WORK TO BE COMPLETED
Return the records exactly, with nothing added.

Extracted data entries
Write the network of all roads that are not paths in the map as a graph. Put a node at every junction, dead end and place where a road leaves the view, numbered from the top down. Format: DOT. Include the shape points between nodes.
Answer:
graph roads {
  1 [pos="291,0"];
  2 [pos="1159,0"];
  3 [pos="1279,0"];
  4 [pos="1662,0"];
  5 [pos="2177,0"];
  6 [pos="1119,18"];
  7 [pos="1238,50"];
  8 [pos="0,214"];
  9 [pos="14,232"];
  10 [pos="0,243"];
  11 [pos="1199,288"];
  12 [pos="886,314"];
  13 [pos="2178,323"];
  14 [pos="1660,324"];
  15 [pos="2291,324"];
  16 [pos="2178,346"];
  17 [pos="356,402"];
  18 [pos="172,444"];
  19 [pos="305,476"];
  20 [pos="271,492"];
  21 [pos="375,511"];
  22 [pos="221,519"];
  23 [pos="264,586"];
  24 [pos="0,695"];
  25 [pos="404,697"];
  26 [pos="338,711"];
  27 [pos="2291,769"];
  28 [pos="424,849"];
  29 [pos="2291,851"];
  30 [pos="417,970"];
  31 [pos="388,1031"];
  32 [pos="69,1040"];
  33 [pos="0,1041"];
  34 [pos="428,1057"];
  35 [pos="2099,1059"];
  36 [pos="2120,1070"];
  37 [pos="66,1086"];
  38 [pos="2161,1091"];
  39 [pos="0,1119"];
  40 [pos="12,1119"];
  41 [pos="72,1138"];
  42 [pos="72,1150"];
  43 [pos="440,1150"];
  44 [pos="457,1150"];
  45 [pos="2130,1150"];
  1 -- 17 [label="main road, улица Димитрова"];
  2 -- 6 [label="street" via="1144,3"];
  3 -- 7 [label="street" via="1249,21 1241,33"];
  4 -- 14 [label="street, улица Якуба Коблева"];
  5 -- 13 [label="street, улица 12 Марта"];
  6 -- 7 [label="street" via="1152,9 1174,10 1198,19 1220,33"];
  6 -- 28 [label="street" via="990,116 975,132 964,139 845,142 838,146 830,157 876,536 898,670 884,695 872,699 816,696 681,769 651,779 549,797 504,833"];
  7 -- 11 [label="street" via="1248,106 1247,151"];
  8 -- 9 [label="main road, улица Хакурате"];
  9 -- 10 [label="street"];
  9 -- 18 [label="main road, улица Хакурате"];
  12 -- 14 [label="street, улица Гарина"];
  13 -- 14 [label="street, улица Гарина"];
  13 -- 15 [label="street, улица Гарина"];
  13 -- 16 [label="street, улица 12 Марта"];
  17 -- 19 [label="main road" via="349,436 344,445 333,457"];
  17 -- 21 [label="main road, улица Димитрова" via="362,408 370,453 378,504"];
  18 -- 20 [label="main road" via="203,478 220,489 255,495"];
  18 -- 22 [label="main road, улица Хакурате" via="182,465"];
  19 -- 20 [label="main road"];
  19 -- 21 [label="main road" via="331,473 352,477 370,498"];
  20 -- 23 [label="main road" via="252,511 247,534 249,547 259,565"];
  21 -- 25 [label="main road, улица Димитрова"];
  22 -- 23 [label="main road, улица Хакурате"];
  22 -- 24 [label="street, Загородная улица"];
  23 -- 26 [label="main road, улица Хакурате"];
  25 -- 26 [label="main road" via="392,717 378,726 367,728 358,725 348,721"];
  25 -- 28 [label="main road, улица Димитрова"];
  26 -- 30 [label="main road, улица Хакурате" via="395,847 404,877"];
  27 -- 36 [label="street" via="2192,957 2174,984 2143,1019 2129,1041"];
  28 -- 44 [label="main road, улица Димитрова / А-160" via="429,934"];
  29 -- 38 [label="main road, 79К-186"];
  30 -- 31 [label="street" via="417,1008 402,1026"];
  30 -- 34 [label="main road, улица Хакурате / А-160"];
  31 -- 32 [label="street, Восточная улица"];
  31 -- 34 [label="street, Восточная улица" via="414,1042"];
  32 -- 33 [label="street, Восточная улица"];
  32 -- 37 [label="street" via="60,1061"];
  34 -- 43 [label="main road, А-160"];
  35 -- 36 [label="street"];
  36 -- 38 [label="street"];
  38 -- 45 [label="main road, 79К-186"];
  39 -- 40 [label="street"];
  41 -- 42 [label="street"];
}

OUTPUT OF THE TASK
Write the network of all roads that are not paths in the map as a graph. Put a node at every junction, dead end and place where a road leaves the view, numbered from the top down. Format: DOT. Include the shape points between nodes.
Answer:
graph roads {
  1 [pos="291,0"];
  2 [pos="1159,0"];
  3 [pos="1279,0"];
  4 [pos="1662,0"];
  5 [pos="2177,0"];
  6 [pos="1119,18"];
  7 [pos="1238,50"];
  8 [pos="0,214"];
  9 [pos="14,232"];
  10 [pos="0,243"];
  11 [pos="1199,288"];
  12 [pos="886,314"];
  13 [pos="2178,323"];
  14 [pos="1660,324"];
  15 [pos="2291,324"];
  16 [pos="2178,346"];
  17 [pos="356,402"];
  18 [pos="172,444"];
  19 [pos="305,476"];
  20 [pos="271,492"];
  21 [pos="375,511"];
  22 [pos="221,519"];
  23 [pos="264,586"];
  24 [pos="0,695"];
  25 [pos="404,697"];
  26 [pos="338,711"];
  27 [pos="2291,769"];
  28 [pos="424,849"];
  29 [pos="2291,851"];
  30 [pos="417,970"];
  31 [pos="388,1031"];
  32 [pos="69,1040"];
  33 [pos="0,1041"];
  34 [pos="428,1057"];
  35 [pos="2099,1059"];
  36 [pos="2120,1070"];
  37 [pos="66,1086"];
  38 [pos="2161,1091"];
  39 [pos="0,1119"];
  40 [pos="12,1119"];
  41 [pos="72,1138"];
  42 [pos="72,1150"];
  43 [pos="440,1150"];
  44 [pos="457,1150"];
  45 [pos="2130,1150"];
  1 -- 17 [label="main road, улица Димитрова"];
  2 -- 6 [label="street" via="1144,3"];
  3 -- 7 [label="street" via="1249,21 1241,33"];
  4 -- 14 [label="street, улица Якуба Коблева"];
  5 -- 13 [label="street, улица 12 Марта"];
  6 -- 7 [label="street" via="1152,9 1174,10 1198,19 1220,33"];
  6 -- 28 [label="street" via="990,116 975,132 964,139 845,142 838,146 830,157 876,536 898,670 884,695 872,699 816,696 681,769 651,779 549,797 504,833"];
  7 -- 11 [label="street" via="1248,106 1247,151"];
  8 -- 9 [label="main road, улица Хакурате"];
  9 -- 10 [label="street"];
  9 -- 18 [label="main road, улица Хакурате"];
  12 -- 14 [label="street, улица Гарина"];
  13 -- 14 [label="street, улица Гарина"];
  13 -- 15 [label="street, улица Гарина"];
  13 -- 16 [label="street, улица 12 Марта"];
  17 -- 19 [label="main road" via="349,436 344,445 333,457"];
  17 -- 21 [label="main road, улица Димитрова" via="362,408 370,453 378,504"];
  18 -- 20 [label="main road" via="203,478 220,489 255,495"];
  18 -- 22 [label="main road, улица Хакурате" via="182,465"];
  19 -- 20 [label="main road"];
  19 -- 21 [label="main road" via="331,473 352,477 370,498"];
  20 -- 23 [label="main road" via="252,511 247,534 249,547 259,565"];
  21 -- 25 [label="main road, улица Димитрова"];
  22 -- 23 [label="main road, улица Хакурате"];
  22 -- 24 [label="street, Загородная улица"];
  23 -- 26 [label="main road, улица Хакурате"];
  25 -- 26 [label="main road" via="392,717 378,726 367,728 358,725 348,721"];
  25 -- 28 [label="main road, улица Димитрова"];
  26 -- 30 [label="main road, улица Хакурате" via="395,847 404,877"];
  27 -- 36 [label="street" via="2192,957 2174,984 2143,1019 2129,1041"];
  28 -- 44 [label="main road, улица Димитрова / А-160" via="429,934"];
  29 -- 38 [label="main road, 79К-186"];
  30 -- 31 [label="street" via="417,1008 402,1026"];
  30 -- 34 [label="main road, улица Хакурате / А-160"];
  31 -- 32 [label="street, Восточная улица"];
  31 -- 34 [label="street, Восточная улица" via="414,1042"];
  32 -- 33 [label="street, Восточная улица"];
  32 -- 37 [label="street" via="60,1061"];
  34 -- 43 [label="main road, А-160"];
  35 -- 36 [label="street"];
  36 -- 38 [label="street"];
  38 -- 45 [label="main road, 79К-186"];
  39 -- 40 [label="street"];
  41 -- 42 [label="street"];
}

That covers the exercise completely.